I look at it like this.

I am not enlisted, I did not sign up. I am not in any kind of "silent ranks," as some like to say, and my husband's rank does not reflect on me, whatsoever. I don't wear the uniform to work every day, I didn't sign my life away to the government, or sign my name to a check that may warrant the ultimate price. All I did was fall in love with a man who did, and like any spouse, I love and support him, regardless of his occupation. I wouldn't love him any less if he were to be a garbage man, a police officer, or a politician. And, regardless of vocation, I would go to the end of the earth for him if need be. I am not doing anything out of the ordinary and I feel that I do what every other spouse does. The only difference is that my husband serves, but I should not be put on a pedestal because of his nametape. I should not be appreciated any more than the wives and husbands of firefighters, of police officers, of federal agents, of those with terminal illnesses, of single parents, or of any one who goes above and beyond normality, yet remains to stay grounded.

In addition to this, I should not be only appreciated on one day because the president points out that I do more and put up with more than the typical spouse does. When I first got here as a new spouse, in all honesty, I had very little support. Minus some very close friends and my immediate family, not many checked in on me to see how I was adjusting to a completely new life in every aspect, how I was doing with my husband deployed, and I had little to no support from his unit minus a family or two until three weeks before he got back. Sadly, this trend still continues and during the times where James has left for extended amounts of time, the calls do not come. I have more support than I did in my early days because I have a few friends, now, who are more supportive and understanding than I could have asked for, but those friends are fellow military wives or significant others. Outside of this community, I'm rarely appreciated, and when I am, it is still by immediate family or a minimal amount of strangers. 

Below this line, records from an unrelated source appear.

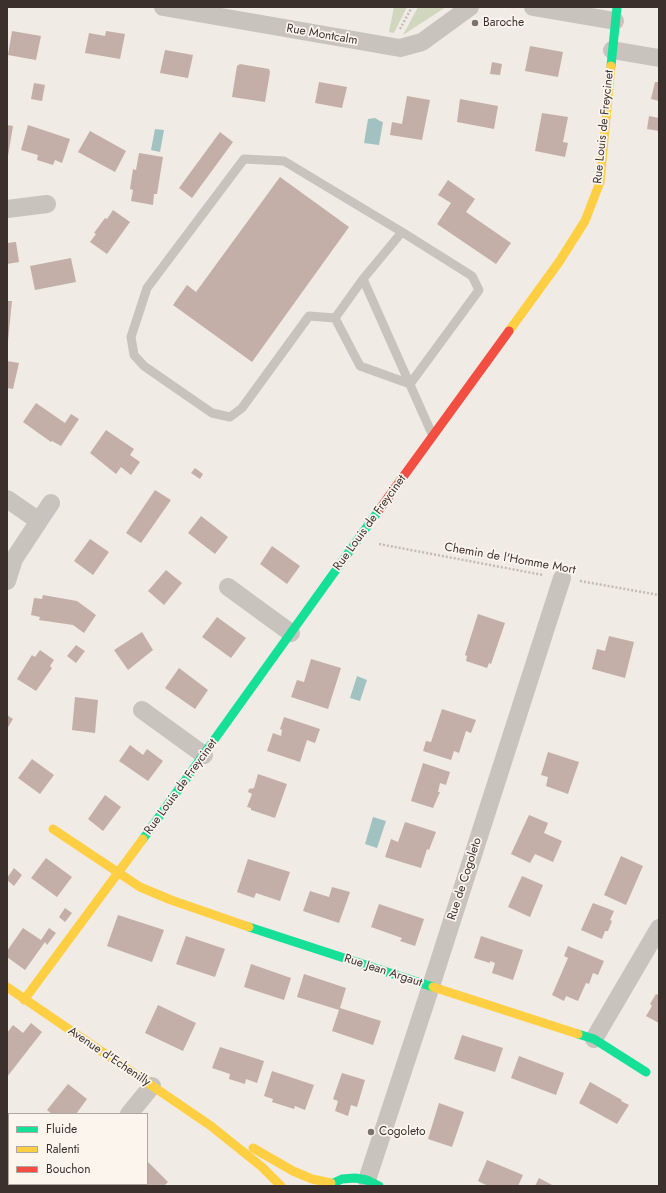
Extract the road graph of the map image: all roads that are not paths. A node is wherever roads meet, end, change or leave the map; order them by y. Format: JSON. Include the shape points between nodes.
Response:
{"nodes":[{"id":1,"x":163,"y":7,"type":"edge"},
{"id":2,"x":470,"y":7,"type":"edge"},
{"id":3,"x":533,"y":7,"type":"edge"},
{"id":4,"x":616,"y":14,"type":"edge"},
{"id":5,"x":612,"y":50,"type":"junction"},
{"id":6,"x":659,"y":58,"type":"edge"},
{"id":7,"x":47,"y":204,"type":"dead end"},
{"id":8,"x":7,"y":209,"type":"edge"},
{"id":9,"x":402,"y":232,"type":"junction"},
{"id":10,"x":363,"y":279,"type":"junction"},
{"id":11,"x":335,"y":318,"type":"junction"},
{"id":12,"x":410,"y":384,"type":"junction"},
{"id":13,"x":433,"y":436,"type":"junction"},
{"id":14,"x":7,"y":499,"type":"edge"},
{"id":15,"x":51,"y":503,"type":"dead end"},
{"id":16,"x":39,"y":521,"type":"junction"},
{"id":17,"x":562,"y":578,"type":"road end"},
{"id":18,"x":7,"y":581,"type":"edge"},
{"id":19,"x":228,"y":587,"type":"dead end"},
{"id":20,"x":291,"y":633,"type":"junction"},
{"id":21,"x":142,"y":710,"type":"dead end"},
{"id":22,"x":204,"y":755,"type":"junction"},
{"id":23,"x":53,"y":829,"type":"dead end"},
{"id":24,"x":118,"y":873,"type":"junction"},
{"id":25,"x":659,"y":928,"type":"edge"},
{"id":26,"x":431,"y":986,"type":"junction"},
{"id":27,"x":7,"y":987,"type":"edge"},
{"id":28,"x":24,"y":1000,"type":"junction"},
{"id":29,"x":594,"y":1039,"type":"junction"},
{"id":30,"x":646,"y":1072,"type":"dead end"},
{"id":31,"x":152,"y":1086,"type":"junction"},
{"id":32,"x":130,"y":1113,"type":"edge"},
{"id":33,"x":211,"y":1126,"type":"junction"},
{"id":34,"x":373,"y":1183,"type":"edge"},
{"id":35,"x":329,"y":1185,"type":"edge"},
{"id":36,"x":281,"y":1186,"type":"edge"}],
"edges":[{"from":1,"to":2,"type":"street","name":"Rue Montcalm","via":[[400,48],[422,42]]},
{"from":3,"to":4,"type":"street"},
{"from":4,"to":5,"type":"street","name":"Rue Louis de Freycinet"},
{"from":5,"to":6,"type":"street"},
{"from":5,"to":13,"type":"street","name":"Rue Louis de Freycinet","via":[[600,182],[585,221],[559,262]]},
{"from":7,"to":8,"type":"street"},
{"from":9,"to":10,"type":"lane"},
{"from":9,"to":11,"type":"lane","via":[[284,161],[244,159],[147,288],[131,337],[134,355],[144,366],[212,413],[230,417],[242,408],[309,316]]},
{"from":9,"to":12,"type":"lane","via":[[472,276],[479,290]]},
{"from":10,"to":11,"type":"lane"},
{"from":10,"to":12,"type":"lane"},
{"from":11,"to":12,"type":"lane","via":[[360,366]]},
{"from":12,"to":13,"type":"lane"},
{"from":13,"to":20,"type":"street","name":"Rue Louis de Freycinet"},
{"from":14,"to":16,"type":"street"},
{"from":15,"to":16,"type":"street"},
{"from":16,"to":18,"type":"street","via":[[14,559]]},
{"from":17,"to":26,"type":"street","name":"Rue de Cogoleto"},
{"from":19,"to":20,"type":"street"},
{"from":20,"to":22,"type":"street","name":"Rue Louis de Freycinet"},
{"from":21,"to":22,"type":"street"},
{"from":22,"to":24,"type":"street","name":"Rue Louis de Freycinet"},
{"from":23,"to":24,"type":"street","name":"Rue Jean Argaut"},
{"from":24,"to":26,"type":"street","name":"Rue Jean Argaut","via":[[140,887],[171,900]]},
{"from":24,"to":28,"type":"street","name":"Rue Louis de Freycinet"},
{"from":25,"to":29,"type":"street"},
{"from":26,"to":29,"type":"street","name":"Rue Jean Argaut"},
{"from":26,"to":34,"type":"street","name":"Rue de Cogoleto"},
{"from":27,"to":28,"type":"street","name":"Avenue d'Echenilly"},
{"from":28,"to":31,"type":"street","name":"Avenue d'Echenilly"},
{"from":29,"to":30,"type":"street","name":"Rue Jean Argaut"},
{"from":31,"to":32,"type":"street"},
{"from":31,"to":33,"type":"street","name":"Avenue d'Echenilly"},
{"from":33,"to":35,"type":"street","name":"Avenue d'Echenilly","via":[[293,1171]]},
{"from":33,"to":36,"type":"street","name":"Avenue d'Echenilly","via":[[262,1167]]},
{"from":34,"to":35,"type":"street","via":[[355,1178],[342,1179]]}]}
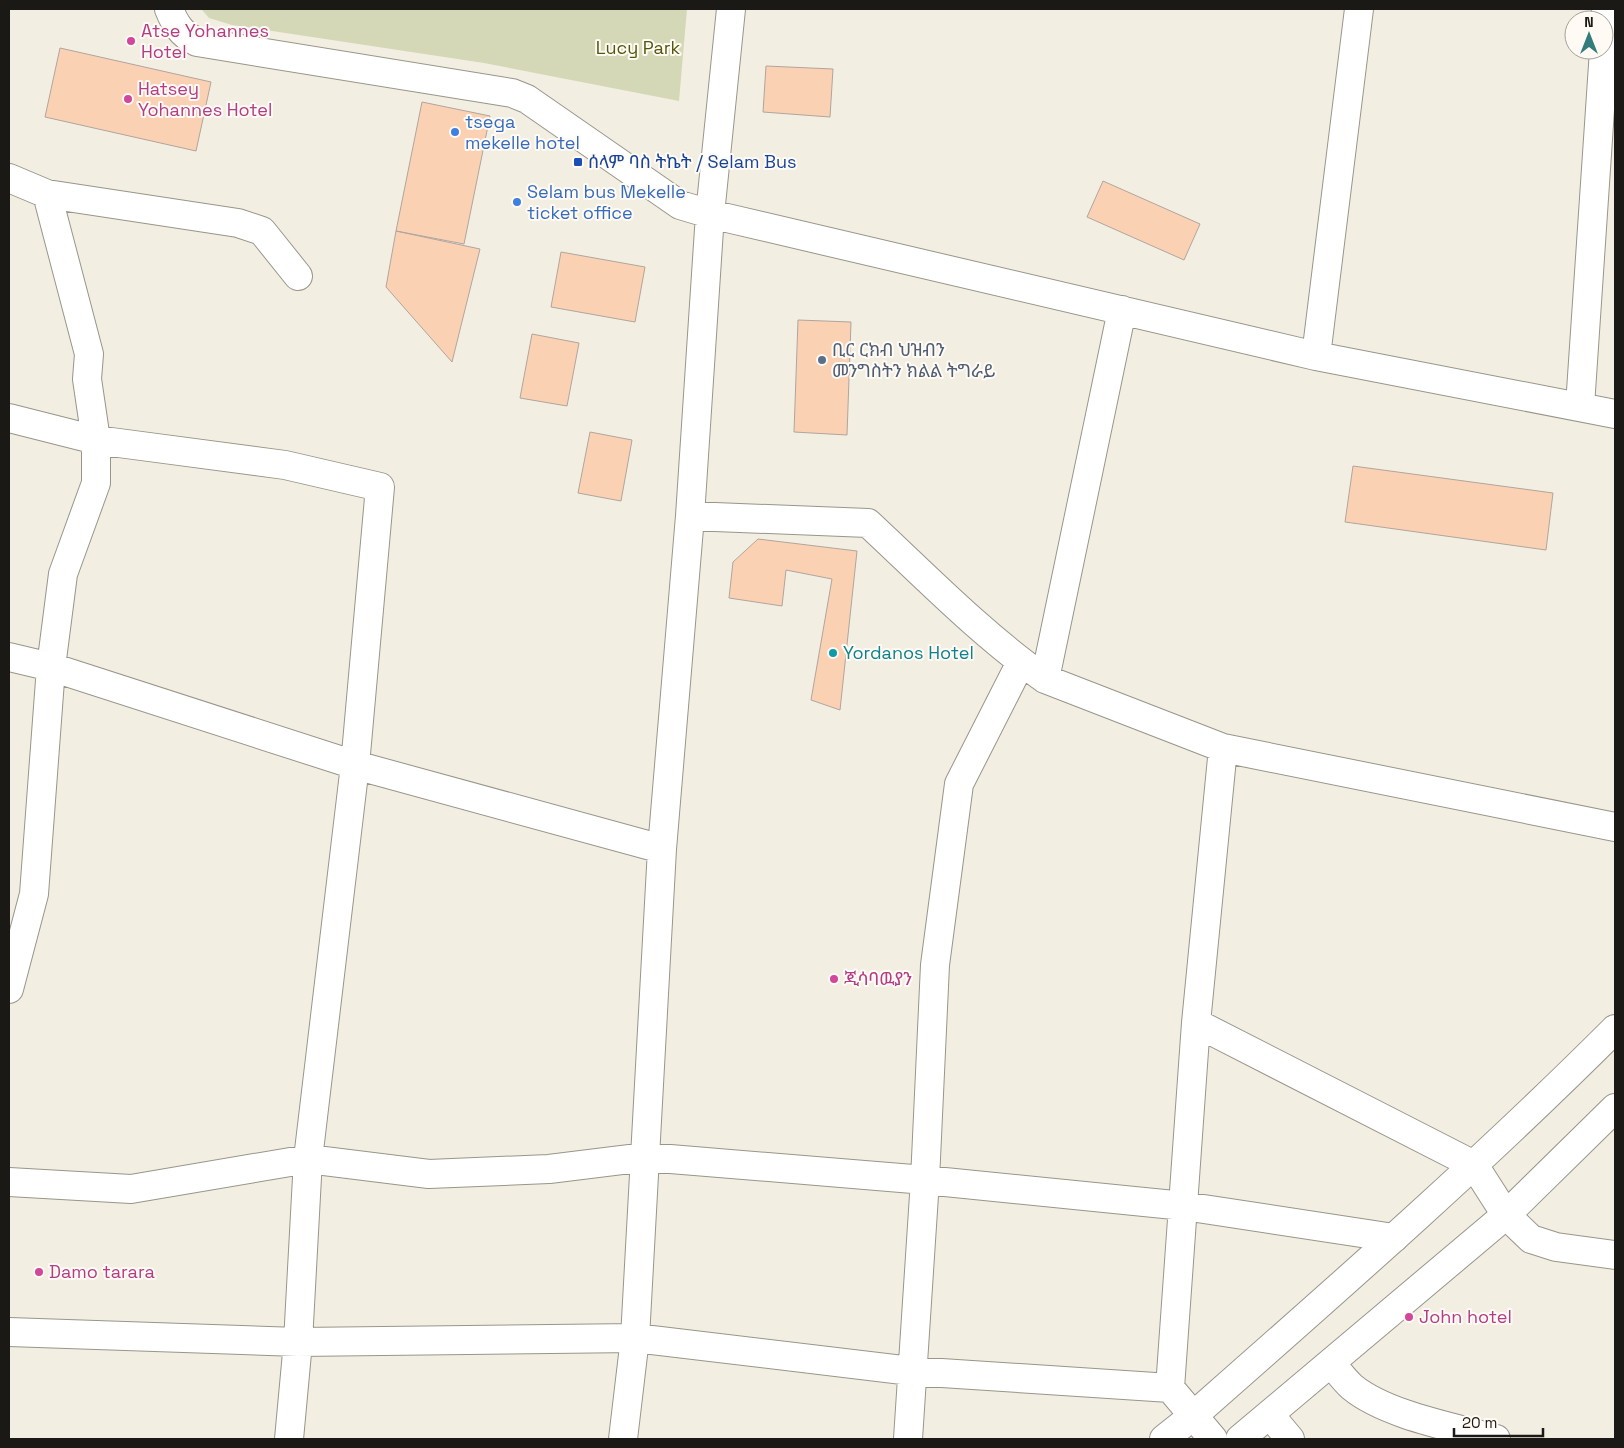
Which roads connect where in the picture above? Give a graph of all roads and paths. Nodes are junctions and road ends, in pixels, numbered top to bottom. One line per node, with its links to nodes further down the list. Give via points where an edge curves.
1 (168, 9): 7 (street, via 184,36 196,42 512,93 527,99 680,205)
2 (730, 9): 7 (street)
3 (1359, 9): 10 (street)
4 (1603, 60): 11 (street)
5 (9, 178): 6 (street)
6 (47, 194): 8 (street, via 238,223 262,231); 14 (street, via 89,354 87,379)
7 (710, 214): 9 (street); 15 (street)
8 (298, 276)
9 (1122, 310): 10 (street); 19 (street)
10 (1316, 356): 11 (street)
11 (1580, 406): 12 (street)
12 (1615, 414)
13 (9, 418): 14 (street)
14 (96, 440): 18 (street, via 96,483 63,574); 21 (street, via 285,465 380,487)
15 (690, 516): 17 (street, via 868,523); 23 (street)
16 (9, 657): 18 (street)
17 (1021, 662): 19 (street); 31 (street, via 958,784 935,964)
18 (51, 667): 21 (street); 24 (street, via 34,894)
19 (1045, 679): 20 (street)
20 (1223, 748): 22 (street); 25 (street)
21 (355, 765): 23 (street); 29 (street)
22 (1615, 827)
23 (662, 849): 28 (street)
24 (9, 989)
25 (1196, 1024): 30 (street); 33 (street)
26 (1615, 1030): 30 (street)
27 (1615, 1108): 34 (street)
28 (646, 1157): 29 (street, via 549,1169 429,1174); 31 (street); 38 (street)
29 (308, 1159): 32 (street, via 131,1188); 39 (street)
30 (1474, 1165): 34 (street); 35 (street)
31 (925, 1180): 33 (street); 41 (street)
32 (9, 1182)
33 (1184, 1206): 35 (street); 42 (street)
34 (1506, 1215): 36 (street, via 1531,1239); 40 (street)
35 (1394, 1238): 44 (street)
36 (1615, 1256)
37 (9, 1332): 39 (street)
38 (634, 1338): 39 (street); 41 (street); 46 (street)
39 (298, 1342): 45 (street)
40 (1331, 1364): 43 (street); 52 (street, via 1351,1386 1394,1410)
41 (911, 1371): 42 (street); 47 (street)
42 (1170, 1388): 44 (street)
43 (1270, 1415): 50 (street); 51 (street)
44 (1193, 1416): 48 (street); 49 (street)
45 (289, 1439)
46 (623, 1439)
47 (908, 1439)
48 (1164, 1439)
49 (1213, 1439)
50 (1240, 1439)
51 (1290, 1439)
52 (1496, 1439)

I don't mean for this to be a pity party or a "woe is me" kind of thing. My point is this. People do not appreciate me just as a normal person. Never mind the fact that I'm married to someone in the military. Shouldn't the fact that I moved across (literally, across and to the polar opposite of my home) the country to a place where I knew no one but my husband and a couple people grant some kind of appreciation? Never mind that my husband deployed, think of it as he just left for work for an extended period of time, as many citizens do now for the economy. Shouldn't the fact that I established a life here, on my own and alone, and managed to endure a rough time, warrant some kind of praise? And the fact that I do this frequently? My husband doesn't have to be in the Air Force or any other branch to do this. There are so many others out there who deal with this kind of thing who aren't related to the military. I should not be appreciated more, and just for one day, at that, because I get the extension of military recognition when my only affiliation to this isn't even my own. I am not any better than a woman who is dealt this same hand and who's husband does not serve in the way mine does. I am not any better than any other spouse who loves and supports their significant other. 

This does not go to say that we should not be appreciated, though. Of course we should. Every spouse should be acknowledged and loved and given thanks. Any person who deals with adversity or hardship and has triumphed and endured should be appreciated. And that does mean the wives I know, the spouses out there, because we do deal with a whole lot more than most people do. We do sacrifice a great deal. We should be appreciated and recognized on more than one day, and honestly, the only appreciation that should truly matter is that from our own spouses. It's nice to hear it come from others who recognize the great amount we deal with, hence why the notion of Military Spouse Appreciation Day is nice and I appreciate the thought, but there shouldn't have to be a day to make people notice us or what we do. This all should go without saying, and for more than just those related to the military.